Os outros três assentiram.
— Bom, vamos começar então — Pedro instruiu.
Em seguida, o grupo se separarou em duplas. Os tradicionais Pastor e Poodle foram rumo ao Leste do acampamento, enquanto Nathalia acompanhou o lorde até o Sul.
Estas eram as duas únicas regiões do acampamento com passagem livre, o restante estava cercado por montanhas.
— Vamos — murmurou baixinho, pegando as mãozinhas de Nathalia.
Ela corou, mas se deixou levar.
O objetivo de Pedro era não fazer barulhos enquanto espreitava com a menina pelas moitas e matagais.
— Ali, estacas — apontou.
Quando olhou para frente a garota teve uma visão melhor da base inimiga. Confirmando o que avistaram antes, as cabanas estavam concentradas nas laterais da entrada. Eram divididas em dois grupos.

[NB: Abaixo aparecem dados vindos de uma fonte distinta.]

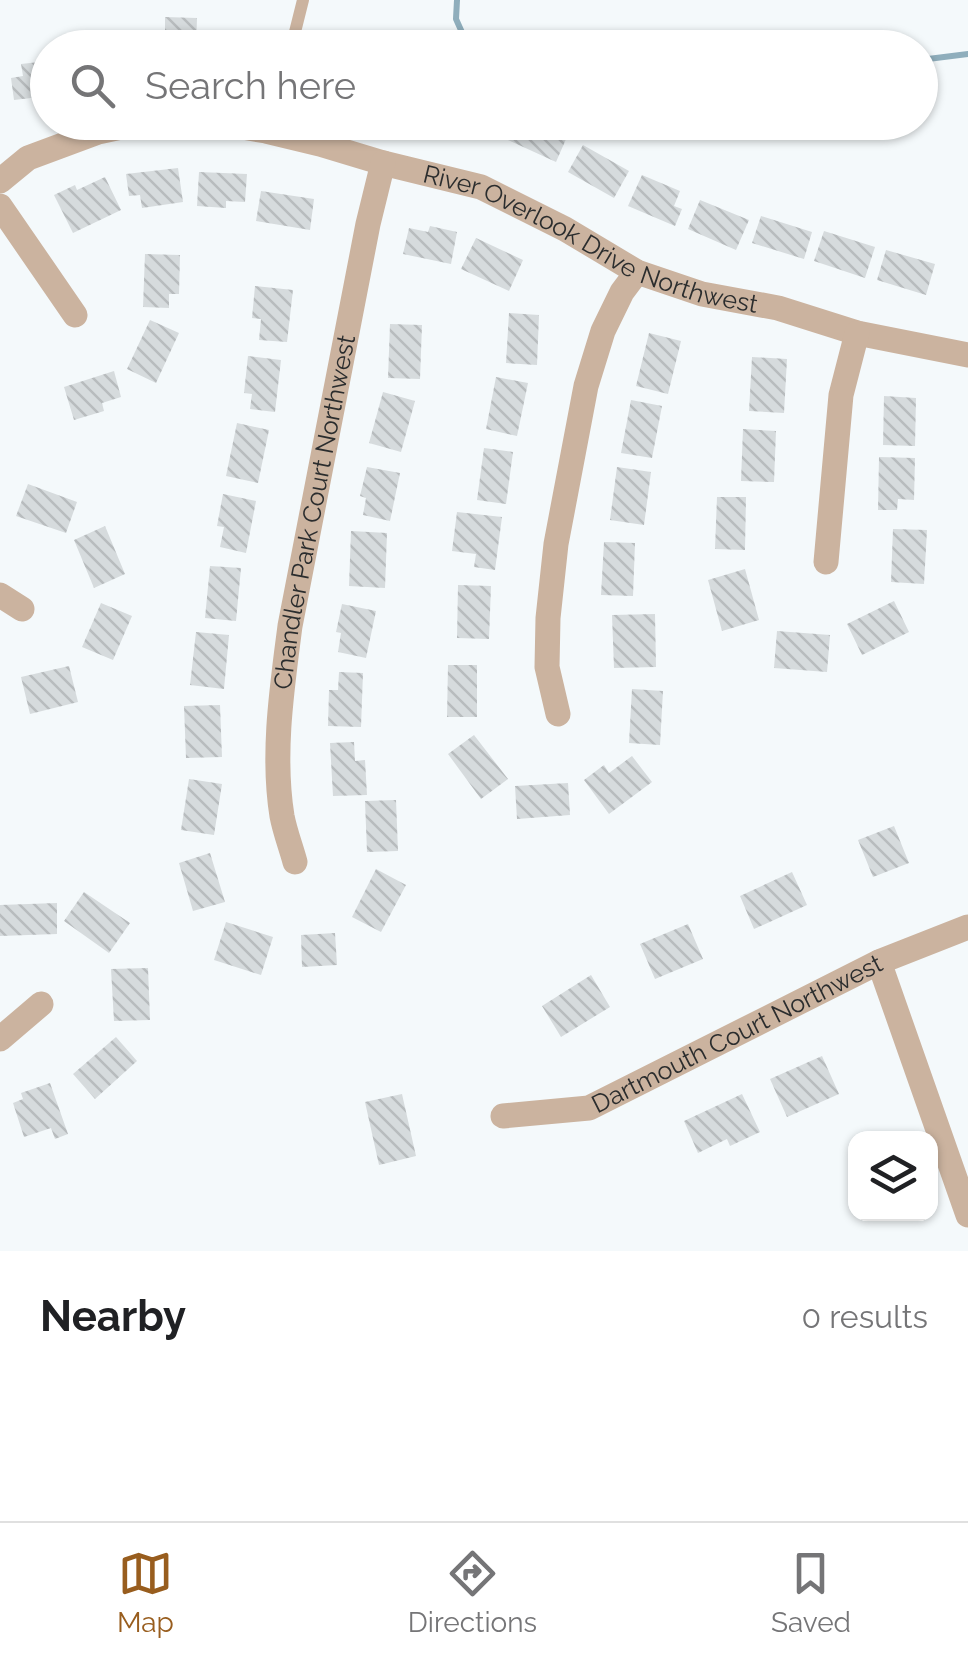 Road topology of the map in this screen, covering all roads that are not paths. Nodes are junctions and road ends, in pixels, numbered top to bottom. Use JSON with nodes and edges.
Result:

“Eles são inteligentes. Se um lado estiver sob ataque, ou for incendiado, os outros terão tempo de ajudar sem se ferir.” refletiu silenciosamente a agente.
— Tudo certo, anota isso aí e se esconde, Buldogue — Pedro orientou.
Mas a garota achou estranho, afinal, o jovem lorde tinha tomado posição de investida, como se fosse sair dali.
Ela ficou preocupada e por isso deixou o caderninho de lado, inquirindo-o timidamente:
— O-onde o senhor vai?
Pedro disse de costas, sem emoção:
— Vou caçar.
Nathalia achou estranho, mas o rapaz saiu dali bem rápido, não deixando espaço para mais perguntas.
Ela suspirou fundo e pegou de volta o caderninho de anotações, retomando seus afazeres.
Enquanto isso, o jovem de cabelos castanhos se aproximou ainda mais do acampamento. Ele usou as árvores como transporte e parou a alguns metros da clareira. Os inimigos estavam ali.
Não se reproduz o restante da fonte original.